Desde los campos del municipio de Buena Vista, en el departamento del Quindío, Luis Leonel Martínez Naranjo comienza a contar su relato. La zona es una de las localidades que conforman el 'Eje Cafetero', la región donde nacen los granos que le dan vida a la bebida más querida por los oficinistas de todo el mundo. El paisaje es verde y montañoso. Los vecinos del pueblo, acogedores y amables, reciben a los turistas con una sonrisa, aunque aquella alegría esconde otros sentimientos; el sometimiento del campesinado colombiano, histórico, pero también actual. "Que el mundo entero se de cuenta que hay que ser un poquito equitativo con nuestros trabajadores, porque toda la vida fuimos devaluados, humillados, casi a un punto peor que la esclavitud", comenta el entrevistado. En efecto, su camino no fue un lecho de rosas.

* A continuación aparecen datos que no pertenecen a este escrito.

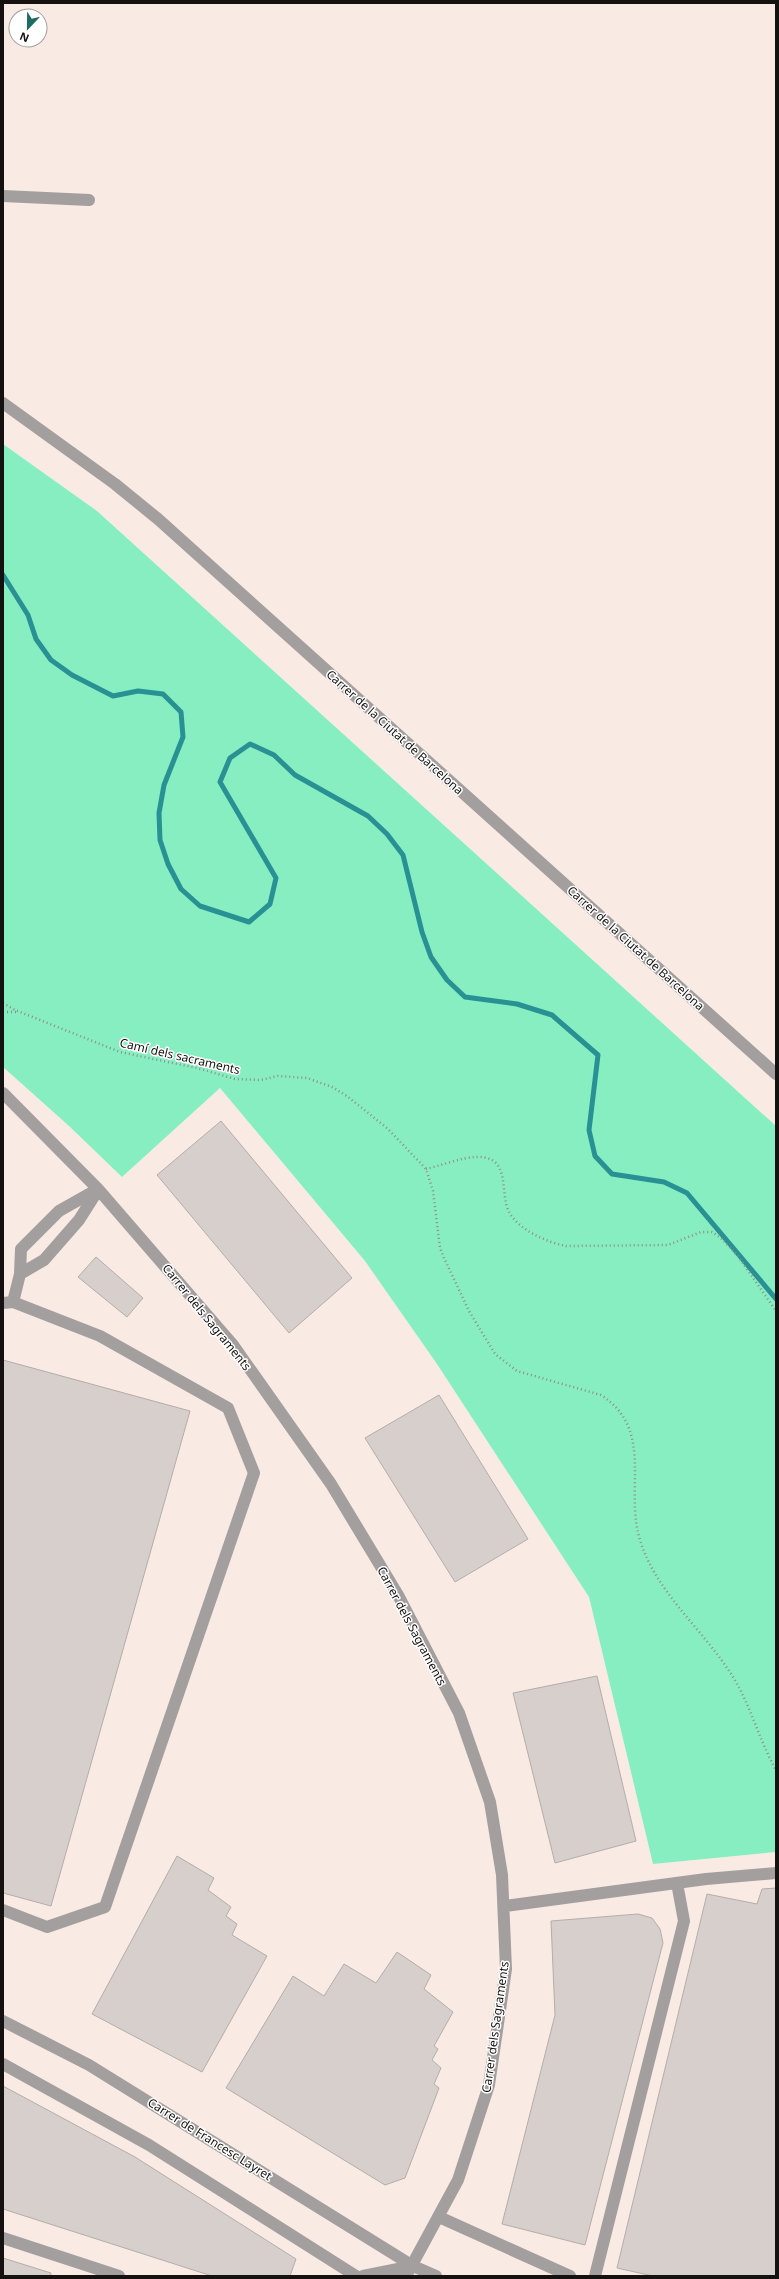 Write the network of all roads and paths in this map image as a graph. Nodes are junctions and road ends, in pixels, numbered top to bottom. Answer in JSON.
{"nodes":[{"id":1,"x":3,"y":196,"type":"edge"},
{"id":2,"x":90,"y":200,"type":"dead end"},
{"id":3,"x":3,"y":403,"type":"edge"},
{"id":4,"x":3,"y":1003,"type":"edge"},
{"id":5,"x":3,"y":1012,"type":"edge"},
{"id":6,"x":21,"y":1012,"type":"junction"},
{"id":7,"x":776,"y":1074,"type":"edge"},
{"id":8,"x":3,"y":1093,"type":"edge"},
{"id":9,"x":426,"y":1169,"type":"junction"},
{"id":10,"x":98,"y":1189,"type":"junction"},
{"id":11,"x":20,"y":1274,"type":"junction"},
{"id":12,"x":8,"y":1302,"type":"edge"},
{"id":13,"x":776,"y":1311,"type":"edge"},
{"id":14,"x":776,"y":1770,"type":"edge"},
{"id":15,"x":776,"y":1874,"type":"edge"},
{"id":16,"x":677,"y":1883,"type":"junction"},
{"id":17,"x":505,"y":1906,"type":"junction"},
{"id":18,"x":3,"y":1910,"type":"edge"},
{"id":19,"x":3,"y":2021,"type":"edge"},
{"id":20,"x":3,"y":2064,"type":"edge"},
{"id":21,"x":439,"y":2217,"type":"junction"},
{"id":22,"x":3,"y":2238,"type":"edge"},
{"id":23,"x":413,"y":2266,"type":"junction"},
{"id":24,"x":119,"y":2276,"type":"edge"},
{"id":25,"x":356,"y":2276,"type":"edge"},
{"id":26,"x":363,"y":2276,"type":"edge"},
{"id":27,"x":406,"y":2276,"type":"edge"},
{"id":28,"x":436,"y":2276,"type":"edge"},
{"id":29,"x":570,"y":2276,"type":"edge"},
{"id":30,"x":595,"y":2276,"type":"edge"}],
"edges":[{"from":1,"to":2,"type":"street"},
{"from":3,"to":7,"type":"street","name":"Carrer de la Ciutat de Barcelona"},
{"from":4,"to":6,"type":"path","name":"Camí dels sacraments"},
{"from":5,"to":6,"type":"path"},
{"from":6,"to":9,"type":"path","name":"Camí dels sacraments"},
{"from":8,"to":10,"type":"street","name":"Carrer dels Sagraments"},
{"from":9,"to":13,"type":"path"},
{"from":9,"to":14,"type":"path"},
{"from":10,"to":11,"type":"street"},
{"from":10,"to":11,"type":"street"},
{"from":10,"to":17,"type":"street","name":"Carrer dels Sagraments"},
{"from":11,"to":12,"type":"street"},
{"from":12,"to":18,"type":"street"},
{"from":15,"to":16,"type":"street"},
{"from":16,"to":17,"type":"street"},
{"from":16,"to":30,"type":"street"},
{"from":17,"to":21,"type":"street","name":"Carrer dels Sagraments"},
{"from":19,"to":23,"type":"street","name":"Carrer de Francesc Layret"},
{"from":20,"to":25,"type":"street"},
{"from":21,"to":23,"type":"street","name":"Carrer dels Sagraments"},
{"from":21,"to":29,"type":"street"},
{"from":22,"to":24,"type":"street"},
{"from":23,"to":26,"type":"street"},
{"from":23,"to":27,"type":"street","name":"Carrer dels Sagraments"},
{"from":23,"to":28,"type":"street","name":"Carrer de Francesc Layret"}]}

Leo está cerca de cumplir 65 años, pero se mueve por las montañas como si fuese un chico, siempre con buen humor. Cuenta con un cuchillo, más bien un sable, para cortar la maleza durante el trayecto a su amada finca, 'La Alsacia', esa que le costó tanto trabajo conseguir. Es morocho, de estatura mediana y algo encorvado. Nació en el municipio de Risaralda, próximo al límite con el departamento del Chocó, muy cerca de la costa pacífica. "Fuimos desplazados por la violencia hace muchos años atrás", explica. Viene de una familia numerosa, de hecho tiene 15 hermanos: "En esa época no existía la cultura de dar una educación apropiada a los hijos, porque no había la manera económica ni cultural para darnos un estudio suficiente", recuerda. Por lo general, cualquier persona aprende a caminar a los dos años y a leer a los seis. A los nueve, ese pequeño fue enviado a las montañas a recolectar granos de café: "Me perfeccioné tanto que era uno de los mejores recolectores de esa época", cuenta. En esos tiempos el trabajo era enseñado por los padres y abuelos; la cultura cafetera se transmitía de generación en generación.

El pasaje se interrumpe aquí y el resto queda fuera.